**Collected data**
━━━━━━━━━━━━━━━━

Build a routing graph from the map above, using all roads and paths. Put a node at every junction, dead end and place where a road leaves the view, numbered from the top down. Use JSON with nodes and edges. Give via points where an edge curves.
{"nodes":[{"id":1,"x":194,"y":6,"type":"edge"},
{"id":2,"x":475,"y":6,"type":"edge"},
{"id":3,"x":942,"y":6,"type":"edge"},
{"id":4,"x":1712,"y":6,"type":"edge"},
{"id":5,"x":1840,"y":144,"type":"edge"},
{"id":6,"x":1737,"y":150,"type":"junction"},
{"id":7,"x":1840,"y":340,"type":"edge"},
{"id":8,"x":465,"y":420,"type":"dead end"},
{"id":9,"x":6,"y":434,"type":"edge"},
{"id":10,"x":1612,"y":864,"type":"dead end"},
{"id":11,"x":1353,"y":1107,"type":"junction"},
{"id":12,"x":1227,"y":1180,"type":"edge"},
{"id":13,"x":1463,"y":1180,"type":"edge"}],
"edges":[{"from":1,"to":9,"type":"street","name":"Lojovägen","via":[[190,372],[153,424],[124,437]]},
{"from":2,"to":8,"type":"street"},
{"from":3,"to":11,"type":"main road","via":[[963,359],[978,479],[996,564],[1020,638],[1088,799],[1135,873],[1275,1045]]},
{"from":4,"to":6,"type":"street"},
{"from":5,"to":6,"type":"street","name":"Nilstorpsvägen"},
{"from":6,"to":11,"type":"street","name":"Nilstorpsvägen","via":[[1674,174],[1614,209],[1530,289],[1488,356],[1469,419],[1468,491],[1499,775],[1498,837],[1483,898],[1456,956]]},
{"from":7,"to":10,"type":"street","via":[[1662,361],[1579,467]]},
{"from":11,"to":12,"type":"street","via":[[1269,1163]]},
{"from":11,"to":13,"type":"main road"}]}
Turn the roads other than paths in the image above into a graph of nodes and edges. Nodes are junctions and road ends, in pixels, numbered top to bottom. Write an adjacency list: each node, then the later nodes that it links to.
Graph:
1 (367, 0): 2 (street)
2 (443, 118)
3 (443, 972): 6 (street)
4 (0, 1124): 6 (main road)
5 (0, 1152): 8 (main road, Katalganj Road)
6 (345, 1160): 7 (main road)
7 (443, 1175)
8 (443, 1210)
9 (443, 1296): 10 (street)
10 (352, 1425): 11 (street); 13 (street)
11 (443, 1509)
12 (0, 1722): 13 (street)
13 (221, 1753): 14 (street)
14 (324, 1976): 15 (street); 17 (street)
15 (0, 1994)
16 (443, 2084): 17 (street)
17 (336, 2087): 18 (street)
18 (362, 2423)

━━━━━━━━━━━━━━━━

All of the records should be transcribed exactly, with nothing left out.

**SOLUTION TO THE EXERCISE**
Build a routing graph from the map above, using all roads and paths. Put a node at every junction, dead end and place where a road leaves the view, numbered from the top down. Use JSON with nodes and edges. Give via points where an edge curves.
{"nodes":[{"id":1,"x":194,"y":6,"type":"edge"},
{"id":2,"x":475,"y":6,"type":"edge"},
{"id":3,"x":942,"y":6,"type":"edge"},
{"id":4,"x":1712,"y":6,"type":"edge"},
{"id":5,"x":1840,"y":144,"type":"edge"},
{"id":6,"x":1737,"y":150,"type":"junction"},
{"id":7,"x":1840,"y":340,"type":"edge"},
{"id":8,"x":465,"y":420,"type":"dead end"},
{"id":9,"x":6,"y":434,"type":"edge"},
{"id":10,"x":1612,"y":864,"type":"dead end"},
{"id":11,"x":1353,"y":1107,"type":"junction"},
{"id":12,"x":1227,"y":1180,"type":"edge"},
{"id":13,"x":1463,"y":1180,"type":"edge"}],
"edges":[{"from":1,"to":9,"type":"street","name":"Lojovägen","via":[[190,372],[153,424],[124,437]]},
{"from":2,"to":8,"type":"street"},
{"from":3,"to":11,"type":"main road","via":[[963,359],[978,479],[996,564],[1020,638],[1088,799],[1135,873],[1275,1045]]},
{"from":4,"to":6,"type":"street"},
{"from":5,"to":6,"type":"street","name":"Nilstorpsvägen"},
{"from":6,"to":11,"type":"street","name":"Nilstorpsvägen","via":[[1674,174],[1614,209],[1530,289],[1488,356],[1469,419],[1468,491],[1499,775],[1498,837],[1483,898],[1456,956]]},
{"from":7,"to":10,"type":"street","via":[[1662,361],[1579,467]]},
{"from":11,"to":12,"type":"street","via":[[1269,1163]]},
{"from":11,"to":13,"type":"main road"}]}
Turn the roads other than paths in the image above into a graph of nodes and edges. Nodes are junctions and road ends, in pixels, numbered top to bottom. Write an adjacency list: each node, then the later nodes that it links to.
Graph:
1 (367, 0): 2 (street)
2 (443, 118)
3 (443, 972): 6 (street)
4 (0, 1124): 6 (main road)
5 (0, 1152): 8 (main road, Katalganj Road)
6 (345, 1160): 7 (main road)
7 (443, 1175)
8 (443, 1210)
9 (443, 1296): 10 (street)
10 (352, 1425): 11 (street); 13 (street)
11 (443, 1509)
12 (0, 1722): 13 (street)
13 (221, 1753): 14 (street)
14 (324, 1976): 15 (street); 17 (street)
15 (0, 1994)
16 (443, 2084): 17 (street)
17 (336, 2087): 18 (street)
18 (362, 2423)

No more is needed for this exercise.